Cuatro años más tarde, en octubre de 1999, la aviación
militar rusa retomaba los bombardeos sobre el territorio checheno. En una sola
operación, entre los cientos de misiones de bombardeo emprendidas a fines de
ese año, murieron 28 civiles, la mitad niños, en la localidad de Urus Martan.
Por esos días los militares rusos empleaban también misiles tierra-tierra
semejantes a los Scud, uno de los cuales aterrizó en un mercado repleto de
Grozny. En el sitio quedaron niños muertos, cuerpos desmembrados y charcos de
sangre. Las autoridades locales contaron 120 decesos. El entonces primer
ministro ruso, Vladimir Putin, opinó que los chechenos habían hecho explotar su
propio mercado. Estaciones de televisión, torres de radio, instalaciones
telefónicas, hospitales, autobuses y puentes desaparecieron bajo la lluvia de
bombas. Pero esos ataques no eran suficientes para doblegar a los separatistas
islámicos --inicialmente azuzados por Boris Yeltsin para debilitar a Mijail
Gorbachov, como declaró el entonces presidente de la república caucásica, Aslan
Masjadov-- y los efectivos de Moscú seguían cayendo como moscas. En las horas
que precedieron el ataque aéreo a Urus Martan, los ocupantes perdieron 64
efectivos en el norte de Chechenia. En diciembre de 1999 los aviones de Moscú
lanzaron sobre Grozny, además de bombas, volantes en los que se advertía a los
habitantes de la aterrorizada capital chechena: “Están cercados, todas las
carreteras están bloqueadas. Perdieron. El mando militar ruso les da una última
oportunidad. Hasta el 11 de diciembre estará abierto un corredor hacia
Pervomaiskaya. Quienes salgan de Grozny recibirán alojamiento, alimentación y
tratamiento médico y, lo más importante, conservarán su vida. Quienes decidan
quedarse en Grozny serán considerados terroristas y bandidos, y serán
aniquilados por la aviación y la artillería. No habrá más negociaciones.

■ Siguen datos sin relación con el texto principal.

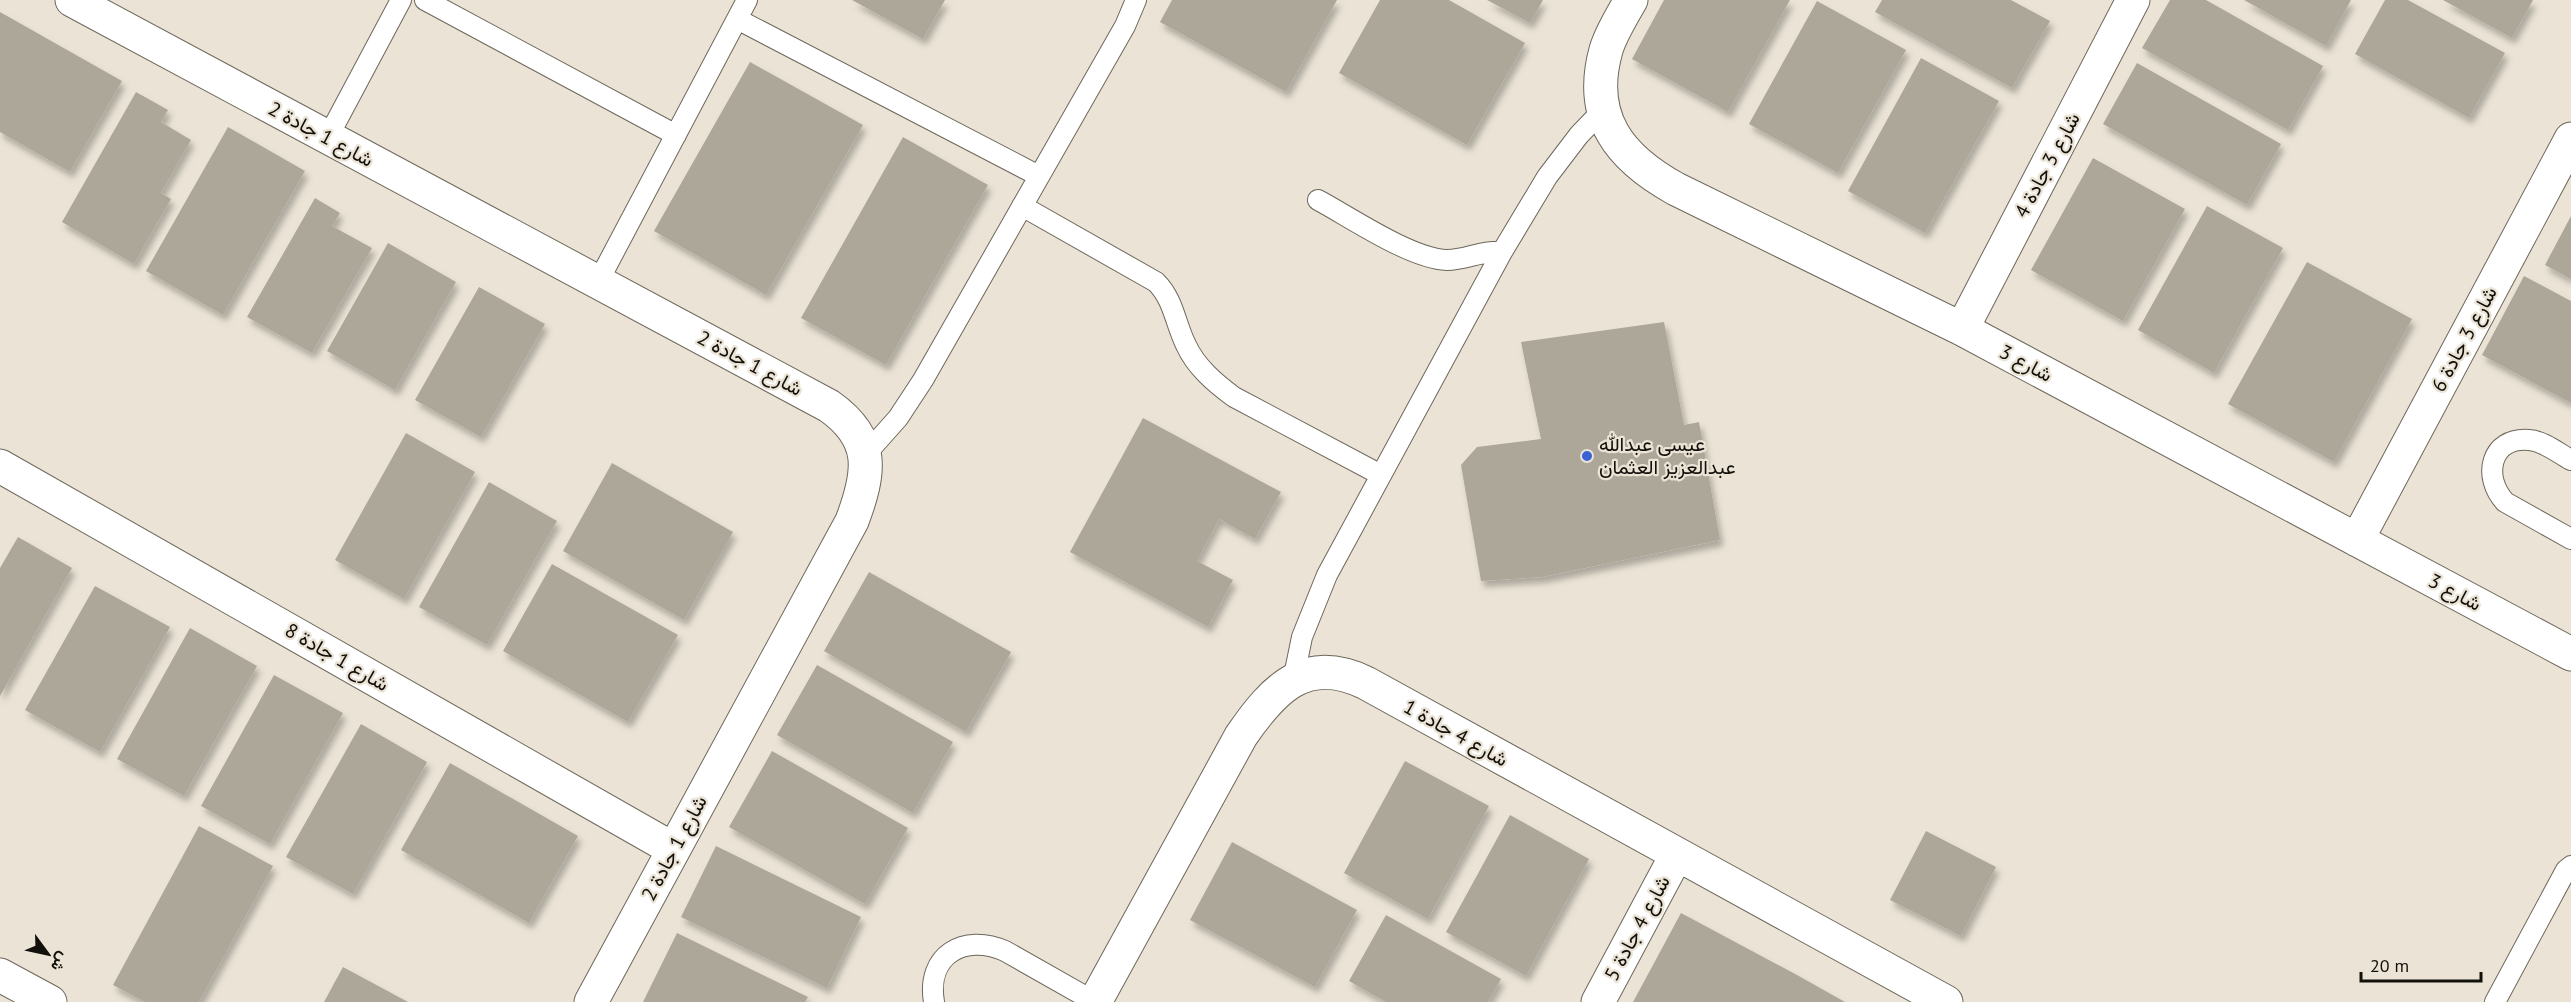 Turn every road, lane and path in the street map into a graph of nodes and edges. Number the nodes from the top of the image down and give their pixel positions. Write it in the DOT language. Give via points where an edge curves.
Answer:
graph roads {
  1 [pos="72,0"];
  2 [pos="401,0"];
  3 [pos="425,0"];
  4 [pos="747,0"];
  5 [pos="1136,0"];
  6 [pos="1631,0"];
  7 [pos="2133,0"];
  8 [pos="737,19"];
  9 [pos="1605,108"];
  10 [pos="676,135"];
  11 [pos="328,137"];
  12 [pos="2571,139"];
  13 [pos="1039,176"];
  14 [pos="1318,200"];
  15 [pos="1022,206"];
  16 [pos="1502,252"];
  17 [pos="598,282"];
  18 [pos="1962,329"];
  19 [pos="865,454"];
  20 [pos="2571,460"];
  21 [pos="0,466"];
  22 [pos="1381,475"];
  23 [pos="2571,538"];
  24 [pos="2357,540"];
  25 [pos="2571,654"];
  26 [pos="1293,681"];
  27 [pos="673,849"];
  28 [pos="1677,854"];
  29 [pos="2571,866"];
  30 [pos="0,975"];
  31 [pos="50,1002"];
  32 [pos="591,1002"];
  33 [pos="934,1002"];
  34 [pos="1095,1002"];
  35 [pos="1598,1002"];
  36 [pos="1946,1002"];
  37 [pos="2495,1002"];
  1 -- 11 [label="street, شارع 1 جادة 2"];
  2 -- 11 [label="lane"];
  3 -- 10 [label="lane"];
  4 -- 8 [label="lane"];
  5 -- 13 [label="lane"];
  6 -- 9 [label="street, شارع 3" via="1607,48 1602,73"];
  7 -- 18 [label="street, شارع 3 جادة 4"];
  8 -- 10 [label="lane"];
  8 -- 13 [label="lane"];
  9 -- 16 [label="lane" via="1547,177"];
  9 -- 18 [label="street, شارع 3" via="1616,141 1661,180"];
  10 -- 17 [label="lane"];
  11 -- 17 [label="street, شارع 1 جادة 2"];
  12 -- 24 [label="street, شارع 3 جادة 6"];
  13 -- 15 [label="lane"];
  14 -- 16 [label="lane" via="1429,257 1448,260 1488,251"];
  15 -- 19 [label="lane" via="923,380 898,418"];
  15 -- 22 [label="lane" via="1156,282 1170,299 1186,347 1213,382"];
  16 -- 22 [label="lane"];
  17 -- 19 [label="street, شارع 1 جادة 2" via="830,406 854,427"];
  18 -- 24 [label="street, شارع 3"];
  19 -- 27 [label="street, شارع 1 جادة 2" via="866,473 852,521"];
  20 -- 23 [label="lane" via="2542,443 2520,440 2501,449 2491,470 2492,482 2505,502"];
  21 -- 27 [label="street, شارع 1 جادة 8"];
  22 -- 26 [label="lane" via="1323,585 1302,637"];
  24 -- 25 [label="street, شارع 3"];
  26 -- 28 [label="street, شارع 4 جادة 1" via="1323,671 1358,679"];
  26 -- 34 [label="street, شارع 4 جادة 1" via="1265,704 1241,736"];
  27 -- 32 [label="street, شارع 1 جادة 2"];
  28 -- 35 [label="street, شارع 4 جادة 5"];
  28 -- 36 [label="street, شارع 4 جادة 1"];
  29 -- 37 [label="lane"];
  30 -- 31 [label="street"];
  33 -- 34 [label="lane" via="932,987 941,961 964,945 977,943 1005,951"];
}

Quienes se queden, morirán”.
En enero siguiente Bridget Kendall, de la BBC, reportó: “Grozny
está cubierta por una nube de humo negro. La mayoría de sus edificios están en
ruinas y muchas de las calles de la ciudad son poco más que hileras de
escombros”. Y un mes más tarde Eric Bouvet, fotógrafo de la agencia Gamma,
llegó a la capital chechena y relató así su experiencia: “En 20 años cubriendo
guerras nunca había tenido la ocasión de sentirme como un astronauta que
desciende sobre otro planeta. Había visitado Grozny cuatro veces en la última
guerra, pero esta vez ni siquiera podía estar seguro de dónde estaba. Donde
había estado la Plaza Minutka --con sus imponentes edificios que conducían a la
avenida Lenin-- no quedaba nada, sólo un vacío inmenso, impresionante. Los
rusos habían dinamitado la ciudad, dejándola enteramente en ruinas”.
Lo anterior no justifica, por supuesto, la barbarie de los
terroristas chechenos que la semana pasada causaron una masacre en una escuela
de Beslán, en la vecina Osetia del Norte. Putin dijo que la acción no era “un
desafío al presidente, el parlamento y el gobierno, sino un desafío a toda
Rusia, a todo nuestro pueblo, un ataque a la nación”. Se quedó corto. La toma
de rehenes inocentes, y el posterior sacrificio de la mayor parte, fue un
agravio intolerable para toda la humanidad. Es probable que la torpeza y la
insensibilidad de los militares rusos y la pusilanimidad de las autoridades locales
hayan contribuido a hacer inevitable la carnicería final en el establecimiento,
pero cualquier cosa puede pasar cuando un puñado de criminales iluminados (por
Alá, por la seguridad nacional o por la libertad, eso no cambia el gesto
desolador de los cadáveres) se deciden a involucrar en un acto de guerra a
civiles inocentes. Pero la tragedia de Beslán no surge de la nada ni
representa, como quieren presentarlo los otros integristas encabezados por
Bush, un combate más entre la civilización democrática y la barbarie
fundamentalista. Es, por el contrario, el homenaje que la barbarie a secas se
rinde a sí misma, a expensas de la gente pacífica y de buena voluntad.